Defaults are threshold = 20 and upper = true.

CombMask

CombMask (clip, int "thY1", int "thY2")

This filter produces a mask showing areas that are combed. The thresholds work as for the other filters : after calculating the combing value, if this one is under thY1, the pixel is set to 0, over thY2, it is set to 255, and inbetween, it is set to the combing value divided by 256.

The combing value is (upper_pixel - pixel)*(lower_pixel - pixel). Thus, it is not normalized to the range 0..255, because if it was done, value would be close to 1 or 2, no more. That means you can use threshold higher than 255, even if they should not be useful.

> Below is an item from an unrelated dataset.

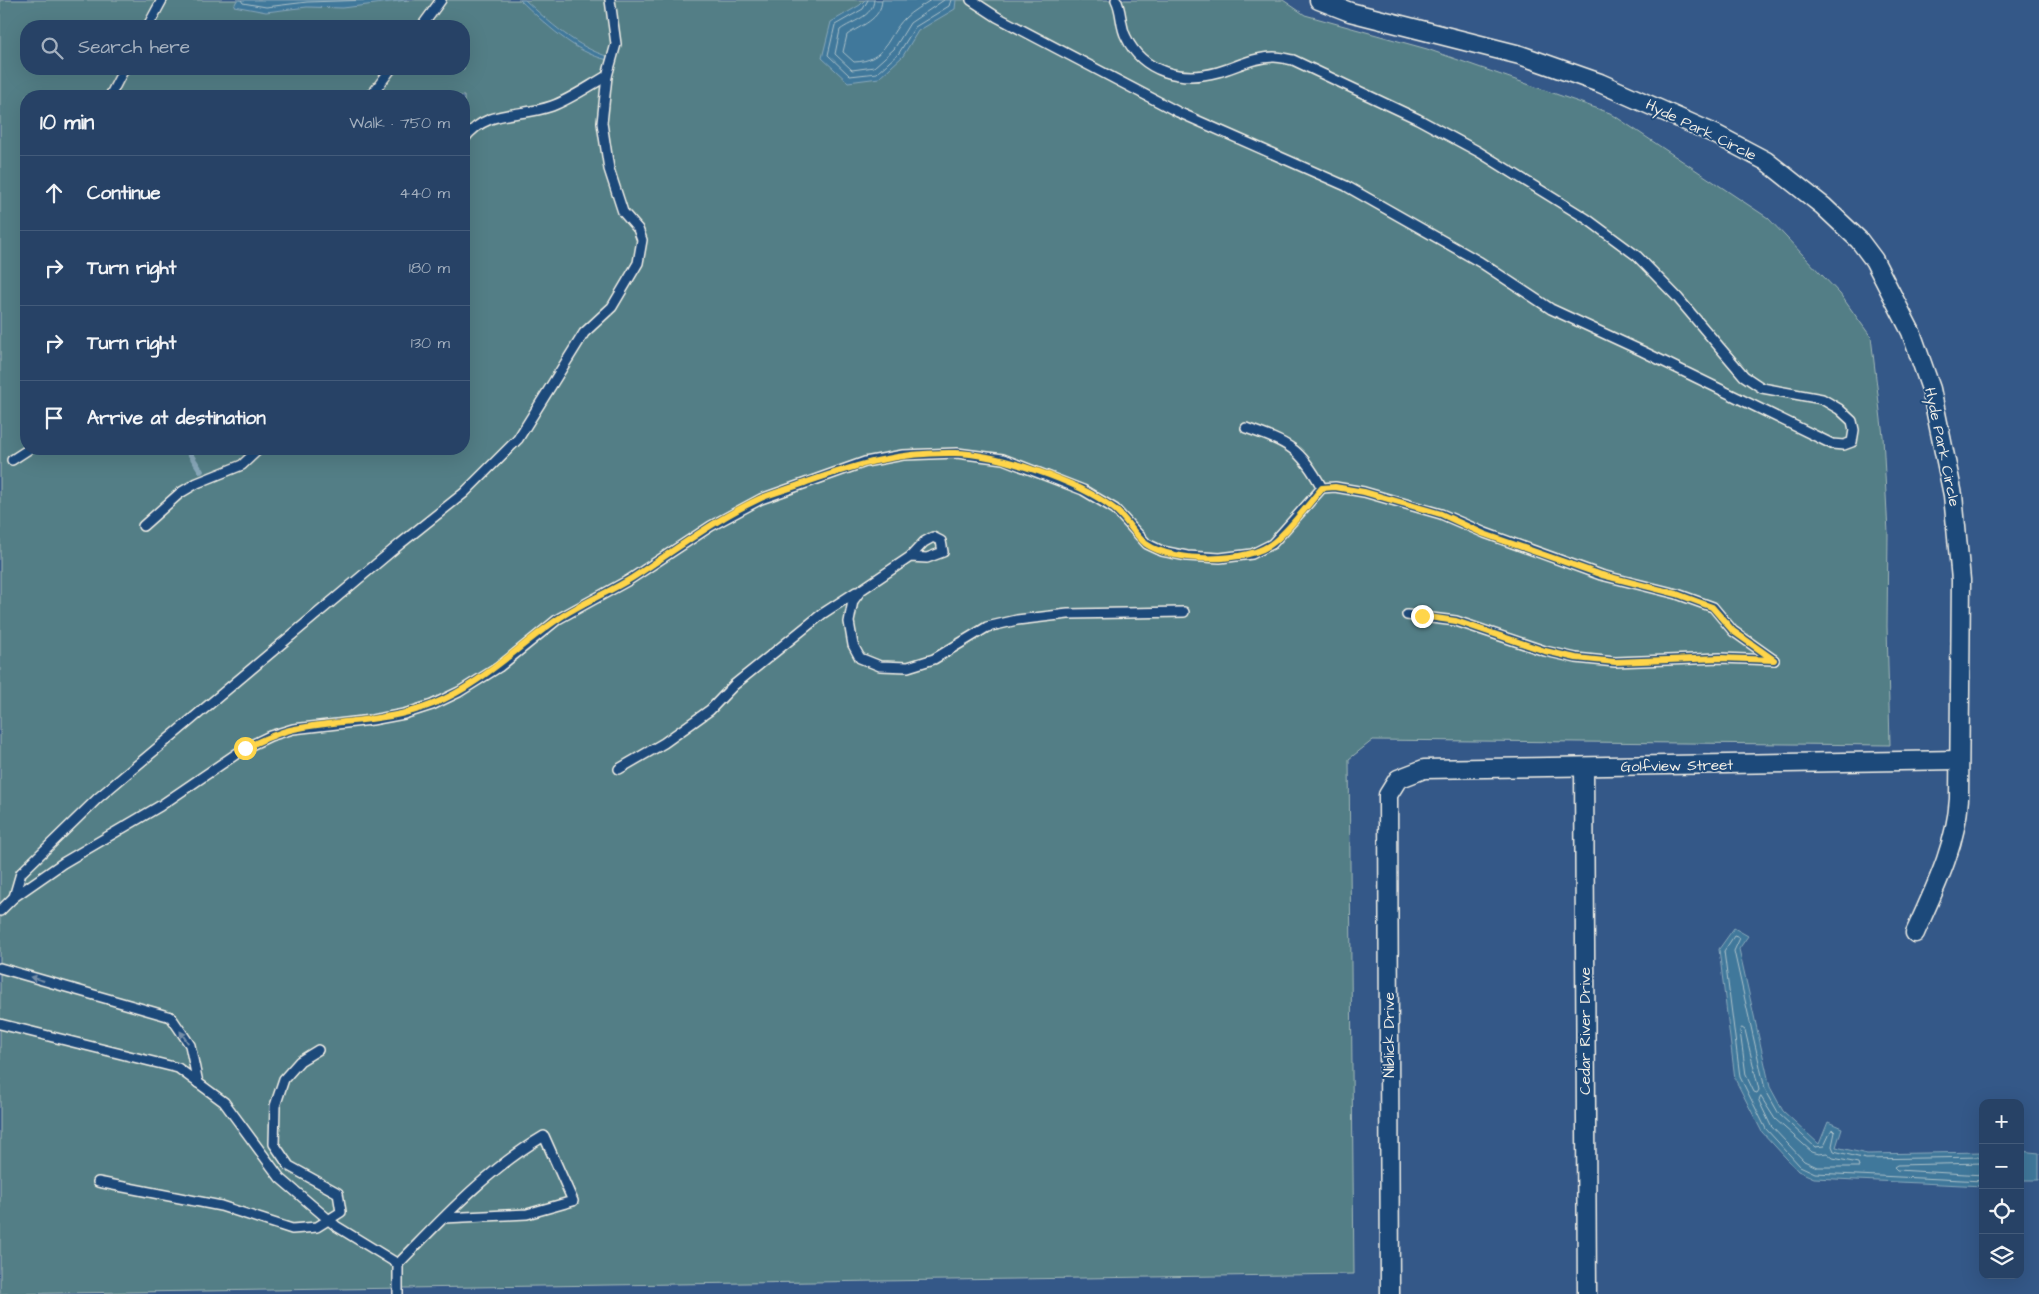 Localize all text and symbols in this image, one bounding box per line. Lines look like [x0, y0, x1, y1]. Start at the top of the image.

Defaults are thY1 = 10 and thY2 = 10 ( thus making a binary mask ).

DEdgeMask

DEdgeMask (clip, int "thY1", int "thY2", int "thC1", int "thC2", string "matrix", float "divisor", bool "setdivisor", bool "vmode")

This filter creates an edge mask of the picture. The edge-finding algorithm uses a convolution kernel, and the result of the convolution is then thresholded with thY1 and thY2 ( luma ) and thC1 and thC2 ( chroma ). The thresholding happens like that ( r is the result of the convolution ) :

In order to create a binary mask, you just have to set th1=th2.

The choice of the convolution kernel is done with matrix. The matrix must be a 3 by 3 matrix, whose coefficients are integers, separated by a single space. Hence, the strings "-1 -1 -1 -1 8 -1 -1 -1 -1" and "0 -1 0 -1 0 1 0 1 0" will respectively give the kernels "laplace" and "sobel" of the filter EdgeMask.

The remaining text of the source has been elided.